**Work task:** Lines that include "Central" make up the answer; copy all of them from the data below.

**Data records:**
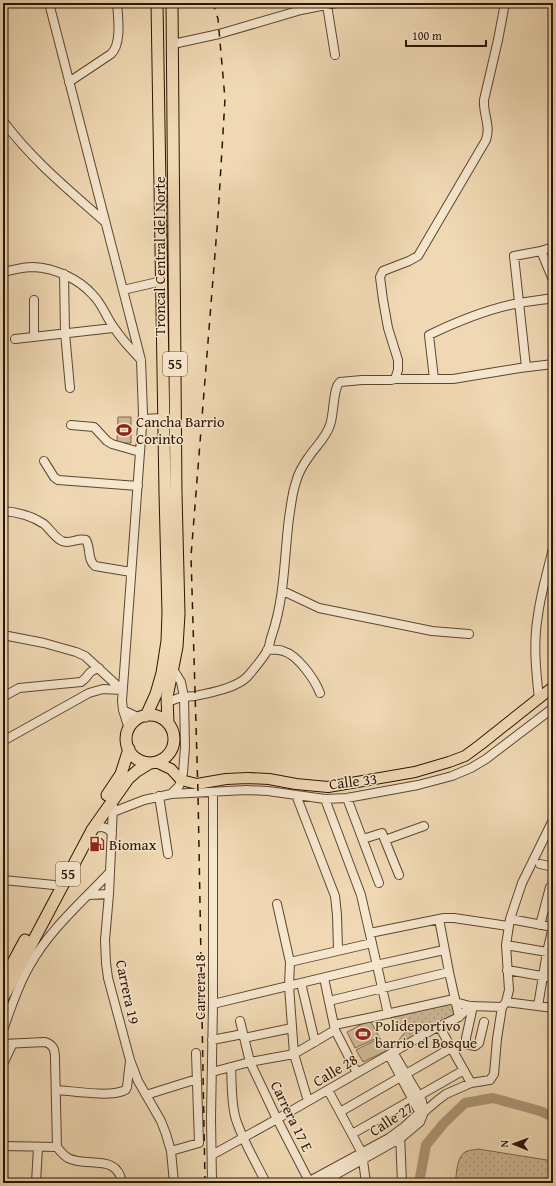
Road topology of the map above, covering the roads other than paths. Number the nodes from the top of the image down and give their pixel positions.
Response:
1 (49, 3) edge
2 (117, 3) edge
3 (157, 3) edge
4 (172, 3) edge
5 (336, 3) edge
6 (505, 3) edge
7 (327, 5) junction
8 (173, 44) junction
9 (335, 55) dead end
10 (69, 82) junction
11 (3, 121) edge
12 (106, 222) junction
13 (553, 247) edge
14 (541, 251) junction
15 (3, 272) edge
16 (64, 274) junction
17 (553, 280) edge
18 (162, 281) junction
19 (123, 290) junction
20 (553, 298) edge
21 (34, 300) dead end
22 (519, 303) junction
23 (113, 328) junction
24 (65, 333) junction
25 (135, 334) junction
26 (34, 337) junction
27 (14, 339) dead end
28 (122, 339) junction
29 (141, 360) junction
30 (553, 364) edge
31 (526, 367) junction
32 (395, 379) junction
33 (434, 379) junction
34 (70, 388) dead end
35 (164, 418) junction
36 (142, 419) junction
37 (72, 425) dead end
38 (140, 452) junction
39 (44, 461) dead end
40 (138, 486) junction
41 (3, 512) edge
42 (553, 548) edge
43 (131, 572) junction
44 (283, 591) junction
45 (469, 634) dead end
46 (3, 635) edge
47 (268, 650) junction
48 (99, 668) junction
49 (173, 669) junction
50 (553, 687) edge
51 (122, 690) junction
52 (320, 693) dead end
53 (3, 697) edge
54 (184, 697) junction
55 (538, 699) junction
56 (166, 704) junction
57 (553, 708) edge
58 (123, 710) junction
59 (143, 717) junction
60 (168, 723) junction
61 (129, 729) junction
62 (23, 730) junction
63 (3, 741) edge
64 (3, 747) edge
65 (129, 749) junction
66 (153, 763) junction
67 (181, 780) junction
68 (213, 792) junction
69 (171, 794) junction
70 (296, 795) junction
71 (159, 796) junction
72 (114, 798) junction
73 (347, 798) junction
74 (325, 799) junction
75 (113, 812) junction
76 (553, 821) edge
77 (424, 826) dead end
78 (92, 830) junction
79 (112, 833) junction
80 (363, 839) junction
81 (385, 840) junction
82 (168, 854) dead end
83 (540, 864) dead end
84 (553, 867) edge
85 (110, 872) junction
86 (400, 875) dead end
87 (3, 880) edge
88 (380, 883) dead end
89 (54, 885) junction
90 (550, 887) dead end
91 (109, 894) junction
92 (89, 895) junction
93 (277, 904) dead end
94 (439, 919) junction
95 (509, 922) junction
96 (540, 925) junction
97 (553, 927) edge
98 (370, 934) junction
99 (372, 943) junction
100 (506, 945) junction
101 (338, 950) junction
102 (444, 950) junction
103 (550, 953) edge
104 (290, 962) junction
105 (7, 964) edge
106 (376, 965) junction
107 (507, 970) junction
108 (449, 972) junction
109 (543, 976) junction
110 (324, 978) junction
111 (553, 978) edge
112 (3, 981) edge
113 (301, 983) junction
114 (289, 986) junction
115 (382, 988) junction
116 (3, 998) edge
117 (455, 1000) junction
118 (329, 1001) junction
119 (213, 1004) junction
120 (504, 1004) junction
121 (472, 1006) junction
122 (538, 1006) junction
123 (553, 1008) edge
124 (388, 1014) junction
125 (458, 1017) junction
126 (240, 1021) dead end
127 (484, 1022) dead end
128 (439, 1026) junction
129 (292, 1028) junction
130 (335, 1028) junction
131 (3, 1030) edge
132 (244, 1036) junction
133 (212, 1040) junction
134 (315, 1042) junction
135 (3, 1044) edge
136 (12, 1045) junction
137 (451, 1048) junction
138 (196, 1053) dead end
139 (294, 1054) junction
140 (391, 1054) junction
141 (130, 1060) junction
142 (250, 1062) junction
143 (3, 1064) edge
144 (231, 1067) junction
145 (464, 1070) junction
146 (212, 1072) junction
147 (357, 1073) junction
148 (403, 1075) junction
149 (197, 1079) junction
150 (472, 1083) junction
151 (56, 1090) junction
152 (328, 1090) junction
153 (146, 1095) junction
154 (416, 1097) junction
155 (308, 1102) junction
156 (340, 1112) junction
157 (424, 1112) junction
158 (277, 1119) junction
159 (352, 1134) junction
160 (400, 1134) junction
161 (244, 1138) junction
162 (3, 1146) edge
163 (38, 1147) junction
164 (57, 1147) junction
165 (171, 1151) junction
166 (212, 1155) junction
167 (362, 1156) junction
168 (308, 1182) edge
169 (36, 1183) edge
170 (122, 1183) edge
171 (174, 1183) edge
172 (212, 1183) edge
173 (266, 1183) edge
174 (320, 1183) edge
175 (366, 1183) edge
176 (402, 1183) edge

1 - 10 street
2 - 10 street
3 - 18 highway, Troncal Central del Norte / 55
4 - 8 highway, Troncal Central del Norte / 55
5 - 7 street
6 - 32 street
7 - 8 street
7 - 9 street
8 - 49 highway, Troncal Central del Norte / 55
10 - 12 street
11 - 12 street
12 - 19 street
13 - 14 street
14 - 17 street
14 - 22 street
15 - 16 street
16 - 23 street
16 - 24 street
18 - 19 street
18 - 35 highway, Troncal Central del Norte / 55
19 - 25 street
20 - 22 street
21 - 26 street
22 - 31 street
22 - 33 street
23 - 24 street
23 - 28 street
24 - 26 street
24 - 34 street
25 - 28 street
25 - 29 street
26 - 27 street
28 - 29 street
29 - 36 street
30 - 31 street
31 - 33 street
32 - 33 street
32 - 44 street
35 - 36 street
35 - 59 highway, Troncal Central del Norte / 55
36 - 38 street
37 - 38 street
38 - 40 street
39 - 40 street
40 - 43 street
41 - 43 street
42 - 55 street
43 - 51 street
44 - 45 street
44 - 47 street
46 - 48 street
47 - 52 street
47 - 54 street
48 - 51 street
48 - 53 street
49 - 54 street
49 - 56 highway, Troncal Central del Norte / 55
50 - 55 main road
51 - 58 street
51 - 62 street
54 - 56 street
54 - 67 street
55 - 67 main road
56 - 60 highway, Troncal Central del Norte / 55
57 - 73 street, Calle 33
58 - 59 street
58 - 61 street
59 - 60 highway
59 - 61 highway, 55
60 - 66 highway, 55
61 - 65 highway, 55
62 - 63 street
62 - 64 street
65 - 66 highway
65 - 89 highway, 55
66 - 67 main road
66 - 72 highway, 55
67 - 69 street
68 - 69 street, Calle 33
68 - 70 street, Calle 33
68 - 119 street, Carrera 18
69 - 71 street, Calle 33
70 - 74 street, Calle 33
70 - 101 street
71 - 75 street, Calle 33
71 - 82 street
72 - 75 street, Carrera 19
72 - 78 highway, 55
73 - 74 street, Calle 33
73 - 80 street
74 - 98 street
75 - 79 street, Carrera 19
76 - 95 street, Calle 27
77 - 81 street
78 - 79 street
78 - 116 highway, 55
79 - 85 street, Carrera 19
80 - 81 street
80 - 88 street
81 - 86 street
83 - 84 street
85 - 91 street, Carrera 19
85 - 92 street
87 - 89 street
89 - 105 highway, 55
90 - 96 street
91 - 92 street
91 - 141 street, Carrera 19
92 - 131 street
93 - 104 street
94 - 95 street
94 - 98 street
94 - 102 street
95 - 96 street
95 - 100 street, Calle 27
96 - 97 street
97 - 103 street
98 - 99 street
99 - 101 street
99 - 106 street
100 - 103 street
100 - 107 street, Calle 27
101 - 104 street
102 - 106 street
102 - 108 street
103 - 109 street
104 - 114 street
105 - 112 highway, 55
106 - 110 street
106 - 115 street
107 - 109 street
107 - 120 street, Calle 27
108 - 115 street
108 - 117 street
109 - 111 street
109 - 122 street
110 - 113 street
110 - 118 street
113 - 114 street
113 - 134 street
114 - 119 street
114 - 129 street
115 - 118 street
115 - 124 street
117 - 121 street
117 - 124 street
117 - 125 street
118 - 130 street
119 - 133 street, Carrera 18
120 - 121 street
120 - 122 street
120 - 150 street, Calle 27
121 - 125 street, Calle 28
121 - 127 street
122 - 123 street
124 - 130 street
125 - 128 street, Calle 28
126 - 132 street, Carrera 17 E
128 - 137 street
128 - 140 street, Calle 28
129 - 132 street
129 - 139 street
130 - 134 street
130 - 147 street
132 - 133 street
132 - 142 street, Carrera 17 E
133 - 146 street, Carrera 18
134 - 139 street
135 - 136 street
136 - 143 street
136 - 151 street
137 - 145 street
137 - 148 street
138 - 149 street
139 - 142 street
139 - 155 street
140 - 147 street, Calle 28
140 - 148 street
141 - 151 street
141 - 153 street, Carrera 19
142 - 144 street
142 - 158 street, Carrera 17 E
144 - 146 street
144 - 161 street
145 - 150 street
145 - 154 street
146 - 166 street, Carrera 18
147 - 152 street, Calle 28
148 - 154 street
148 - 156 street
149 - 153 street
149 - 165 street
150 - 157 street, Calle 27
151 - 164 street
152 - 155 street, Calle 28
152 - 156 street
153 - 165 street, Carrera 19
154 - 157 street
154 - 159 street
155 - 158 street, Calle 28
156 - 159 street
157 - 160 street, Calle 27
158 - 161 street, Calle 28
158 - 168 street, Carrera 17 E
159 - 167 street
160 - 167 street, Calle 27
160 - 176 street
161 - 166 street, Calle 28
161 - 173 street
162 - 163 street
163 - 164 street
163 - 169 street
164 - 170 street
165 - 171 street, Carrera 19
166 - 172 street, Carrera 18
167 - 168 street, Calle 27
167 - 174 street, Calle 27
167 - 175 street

**Response to the exercise:**
3 - 18 highway, Troncal Central del Norte / 55
4 - 8 highway, Troncal Central del Norte / 55
8 - 49 highway, Troncal Central del Norte / 55
18 - 35 highway, Troncal Central del Norte / 55
35 - 59 highway, Troncal Central del Norte / 55
49 - 56 highway, Troncal Central del Norte / 55
56 - 60 highway, Troncal Central del Norte / 55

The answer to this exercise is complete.